Enfin, comment ne pas parler de la séquence sous-marine, qui précède de quelques minutes l’abordage ? Pour réparer une fuite dans la coque du bateau, Keaton enfile un scaphandre trop grand pour lui et se laisse couler au fond des eaux avec son baluchon et ses outils. En plus de la prouesse technique pour filmer la séquence, l’humour atteint ici des sommets : un combat d’escrime contre un requin-épée, une bagarre à mains nues avec une pieuvre, et des comportements qui prennent, sous l’eau, une tonalité absurde (se laver les mains après le bricolage, vider un seau d’eau, accrocher consciencieusement un pistolet à sa ceinture en cas de danger, etc.). Les fonds marins, comme l’île des cannibales sur laquelle il échoue avec son scaphandre, sont autant de façons pour Keaton d’élargir le périmètre de sécurité des personnages et de repousser les limites du danger, par cercles concentriques. Au début, le bateau lui-même est l’espace hostile ; une fois maîtrisé, le bateau devient le havre de paix et l’espace hors du bateau, en premier lieu les fonds marins, le milieu hostile ; une fois les dangers des abysses vaincus, c’est l’île des cannibales qui prend la fonction de nouvel espace extérieur source de danger, et les fonds marins permettent un raccourci bienvenu pour retourner sur le Navigator. Bref, l’appropriation de l’espace, et avec elle la délimitation du danger, évoluent sans cesse de proche en proche, comme par contamination. Le génie de Keaton étant de constamment réinventer les manières de faire progresser ses personnages, de les faire revenir sur leurs pas, de sauter par-dessus des obstacles potentiels ou au contraire de foncer tête baissée dans la gueule du loup. Le tout, avec toujours plus de trouvailles, de cascades et d’humour.
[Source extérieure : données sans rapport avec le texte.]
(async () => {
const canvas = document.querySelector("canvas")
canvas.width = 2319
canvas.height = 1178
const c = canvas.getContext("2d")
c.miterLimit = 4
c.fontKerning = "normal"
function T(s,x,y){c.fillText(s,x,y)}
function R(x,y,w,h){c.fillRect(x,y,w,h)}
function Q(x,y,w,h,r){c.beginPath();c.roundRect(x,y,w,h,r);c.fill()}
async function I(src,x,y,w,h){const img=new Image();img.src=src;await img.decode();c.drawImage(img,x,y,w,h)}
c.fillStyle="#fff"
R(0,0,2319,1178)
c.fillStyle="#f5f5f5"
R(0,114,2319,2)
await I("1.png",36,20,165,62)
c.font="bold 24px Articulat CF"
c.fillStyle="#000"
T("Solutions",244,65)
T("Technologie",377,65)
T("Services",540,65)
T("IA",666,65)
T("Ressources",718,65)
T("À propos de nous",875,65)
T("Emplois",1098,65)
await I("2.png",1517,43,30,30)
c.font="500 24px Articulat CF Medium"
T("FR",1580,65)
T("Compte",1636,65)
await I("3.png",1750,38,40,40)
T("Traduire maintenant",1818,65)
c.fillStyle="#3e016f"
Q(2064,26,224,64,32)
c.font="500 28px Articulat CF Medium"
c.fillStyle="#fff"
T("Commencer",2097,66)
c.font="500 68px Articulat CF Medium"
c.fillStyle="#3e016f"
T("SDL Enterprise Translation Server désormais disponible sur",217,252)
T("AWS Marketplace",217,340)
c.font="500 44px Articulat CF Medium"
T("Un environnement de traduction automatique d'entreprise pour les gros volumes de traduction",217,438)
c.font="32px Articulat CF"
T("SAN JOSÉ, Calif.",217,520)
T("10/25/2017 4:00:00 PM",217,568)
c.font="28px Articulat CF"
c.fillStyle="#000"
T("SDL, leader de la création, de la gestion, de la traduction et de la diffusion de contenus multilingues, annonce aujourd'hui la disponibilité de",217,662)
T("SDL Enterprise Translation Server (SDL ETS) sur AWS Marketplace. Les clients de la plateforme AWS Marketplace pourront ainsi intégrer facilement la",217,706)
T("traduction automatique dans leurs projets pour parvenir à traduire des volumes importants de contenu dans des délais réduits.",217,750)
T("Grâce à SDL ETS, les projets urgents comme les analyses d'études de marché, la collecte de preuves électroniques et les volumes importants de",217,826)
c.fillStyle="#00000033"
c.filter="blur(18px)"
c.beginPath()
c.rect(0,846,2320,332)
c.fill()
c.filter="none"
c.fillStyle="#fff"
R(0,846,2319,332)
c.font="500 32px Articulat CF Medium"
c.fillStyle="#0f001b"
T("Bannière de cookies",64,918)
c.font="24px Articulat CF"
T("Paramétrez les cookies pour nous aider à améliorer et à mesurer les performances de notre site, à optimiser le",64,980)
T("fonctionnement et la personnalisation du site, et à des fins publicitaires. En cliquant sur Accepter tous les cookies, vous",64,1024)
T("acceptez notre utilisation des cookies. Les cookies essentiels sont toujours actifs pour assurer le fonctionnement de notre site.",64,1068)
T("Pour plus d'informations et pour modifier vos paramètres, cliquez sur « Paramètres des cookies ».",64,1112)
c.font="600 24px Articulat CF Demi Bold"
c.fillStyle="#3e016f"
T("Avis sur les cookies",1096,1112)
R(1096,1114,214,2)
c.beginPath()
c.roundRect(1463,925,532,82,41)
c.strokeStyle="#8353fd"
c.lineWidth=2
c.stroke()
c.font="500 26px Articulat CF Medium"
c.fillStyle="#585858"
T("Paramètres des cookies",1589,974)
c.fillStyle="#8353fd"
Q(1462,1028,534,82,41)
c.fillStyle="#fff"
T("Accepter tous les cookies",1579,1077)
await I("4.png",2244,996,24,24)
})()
La Croisière du Navigator est un film majeur de sa filmographie, pas forcément en termes de réputation, mais sans aucun doute en termes d’ambition technique et d’équilibre entre la construction d’une narration, d’un espace et d’un mouvement évoluant ensemble. Finalement, le scénario reste anecdotique, puisque dès lors que les deux personnages se retrouvent embarqués malgré eux sur la paquebot, il ne fait plus de doute de l’issue de leur relation. Mais ce qui fascine encore, près de cent ans après, c’est de voir avec quelle inventivité Buster Keaton tisse des liens affectifs et développe la complicité de ses protagonistes à travers l’épreuve de l’échec, de l’imprévu, par les bonnes intentions qui se transforment en agressions involontaires et les agissement égoïstes en sauvetages héroïques. Le destin des personnages keatonniens ne leur appartient jamais vraiment ; celui-ci est toujours entre les mains d’un heureux hasard, d’une coalition improbable entre l’espace et le temps, l’accidentel et l’inévitable, et une frénésie du mouvement laissant le spectateur haletant.